BEGIN SOURCE DATA

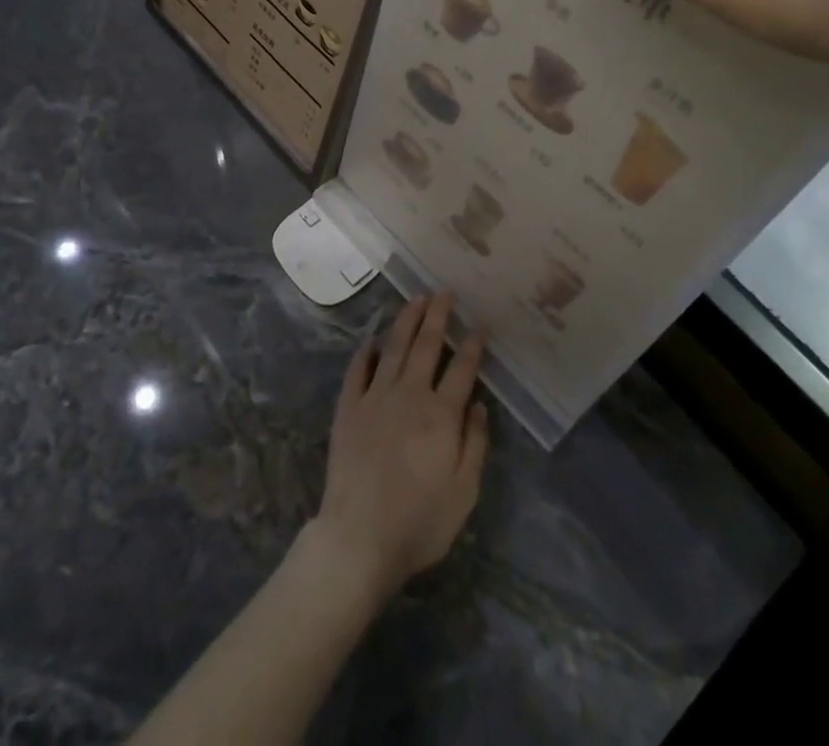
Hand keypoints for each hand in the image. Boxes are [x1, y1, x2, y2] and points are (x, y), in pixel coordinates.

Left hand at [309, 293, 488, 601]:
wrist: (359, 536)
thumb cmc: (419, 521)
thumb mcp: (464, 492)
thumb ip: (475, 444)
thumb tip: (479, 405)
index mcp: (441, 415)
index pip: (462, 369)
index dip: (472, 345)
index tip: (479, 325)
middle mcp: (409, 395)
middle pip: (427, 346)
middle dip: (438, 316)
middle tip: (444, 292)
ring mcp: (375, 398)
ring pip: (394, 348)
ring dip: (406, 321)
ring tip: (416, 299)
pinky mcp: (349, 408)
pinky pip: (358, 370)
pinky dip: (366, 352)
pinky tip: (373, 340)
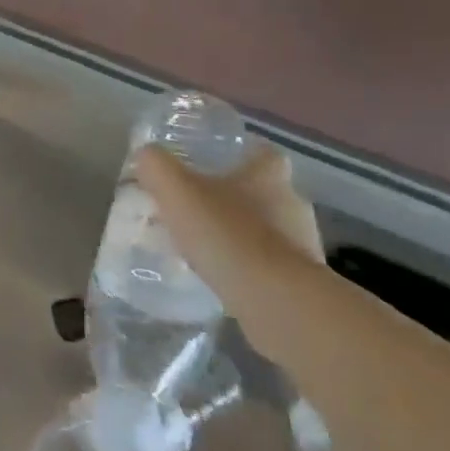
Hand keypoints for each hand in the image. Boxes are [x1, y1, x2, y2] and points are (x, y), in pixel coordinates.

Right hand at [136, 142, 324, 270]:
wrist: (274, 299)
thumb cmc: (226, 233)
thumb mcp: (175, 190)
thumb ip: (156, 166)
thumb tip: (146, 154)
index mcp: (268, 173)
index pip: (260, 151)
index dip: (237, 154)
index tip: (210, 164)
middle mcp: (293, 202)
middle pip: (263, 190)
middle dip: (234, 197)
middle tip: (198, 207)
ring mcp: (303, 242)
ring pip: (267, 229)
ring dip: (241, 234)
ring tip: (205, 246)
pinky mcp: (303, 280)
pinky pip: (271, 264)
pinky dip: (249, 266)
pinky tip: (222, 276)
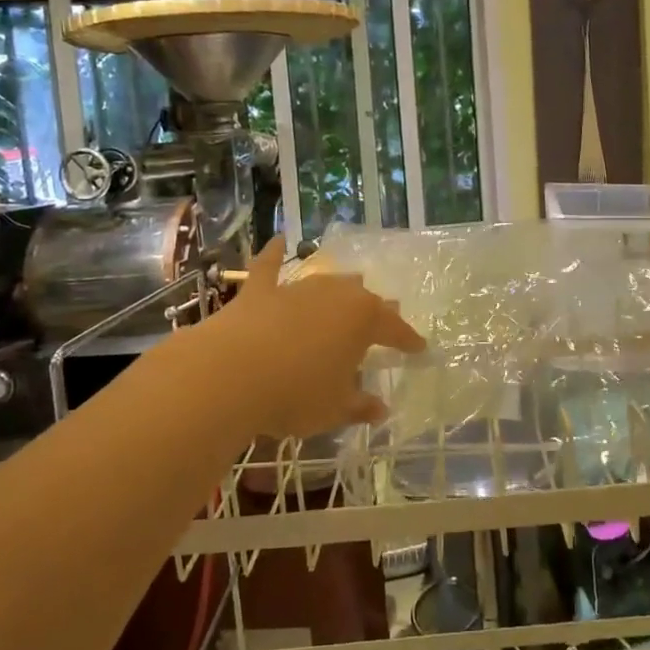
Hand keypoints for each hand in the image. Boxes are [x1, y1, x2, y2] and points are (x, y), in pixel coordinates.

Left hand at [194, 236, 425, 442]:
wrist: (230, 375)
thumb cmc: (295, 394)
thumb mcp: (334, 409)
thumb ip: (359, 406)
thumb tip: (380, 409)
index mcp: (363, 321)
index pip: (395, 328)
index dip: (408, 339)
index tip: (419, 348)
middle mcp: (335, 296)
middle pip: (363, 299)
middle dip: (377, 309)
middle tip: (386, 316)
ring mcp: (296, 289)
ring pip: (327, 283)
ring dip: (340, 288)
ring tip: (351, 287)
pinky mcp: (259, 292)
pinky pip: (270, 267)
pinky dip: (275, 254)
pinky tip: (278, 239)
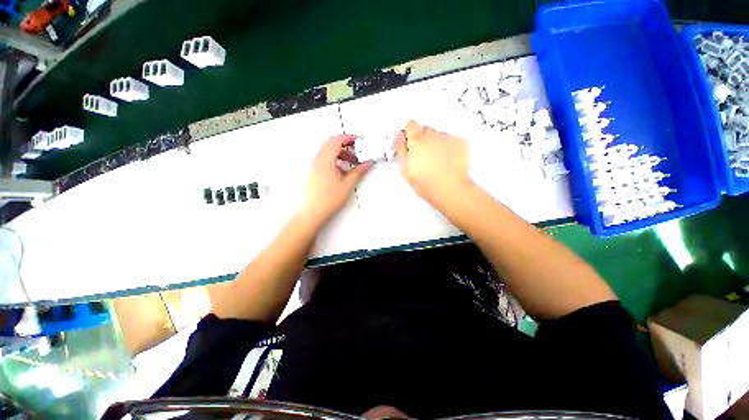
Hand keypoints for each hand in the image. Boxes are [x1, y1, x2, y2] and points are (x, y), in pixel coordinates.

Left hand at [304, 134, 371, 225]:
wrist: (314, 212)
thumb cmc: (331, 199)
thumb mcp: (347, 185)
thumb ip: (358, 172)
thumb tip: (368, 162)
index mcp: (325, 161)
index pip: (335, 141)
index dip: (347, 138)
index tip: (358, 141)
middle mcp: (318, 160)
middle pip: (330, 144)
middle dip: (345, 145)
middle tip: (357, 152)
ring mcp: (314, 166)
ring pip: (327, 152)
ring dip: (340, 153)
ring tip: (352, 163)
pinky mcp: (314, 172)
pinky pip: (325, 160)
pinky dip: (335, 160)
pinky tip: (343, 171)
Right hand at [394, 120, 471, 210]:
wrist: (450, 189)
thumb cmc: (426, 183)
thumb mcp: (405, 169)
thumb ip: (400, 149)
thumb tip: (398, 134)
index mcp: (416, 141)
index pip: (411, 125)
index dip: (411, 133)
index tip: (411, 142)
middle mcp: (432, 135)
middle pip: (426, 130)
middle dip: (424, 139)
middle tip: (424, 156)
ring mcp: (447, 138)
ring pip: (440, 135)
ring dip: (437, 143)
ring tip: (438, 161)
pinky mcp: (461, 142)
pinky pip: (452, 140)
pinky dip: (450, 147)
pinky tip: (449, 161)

END SOURCE DATA

WHAT TO WORK ON: Copy exactly, please, the span of lines that begins at the line with "middle tip: (424, 156)" and ends at the last line of the data, both included.

TASK RESULT:
middle tip: (424, 156)
ring mcp: (447, 138)
ring pip: (440, 135)
ring dip: (437, 143)
ring tip: (438, 161)
pinky mcp: (461, 142)
pinky pip: (452, 140)
pinky dip: (450, 147)
pinky tip: (449, 161)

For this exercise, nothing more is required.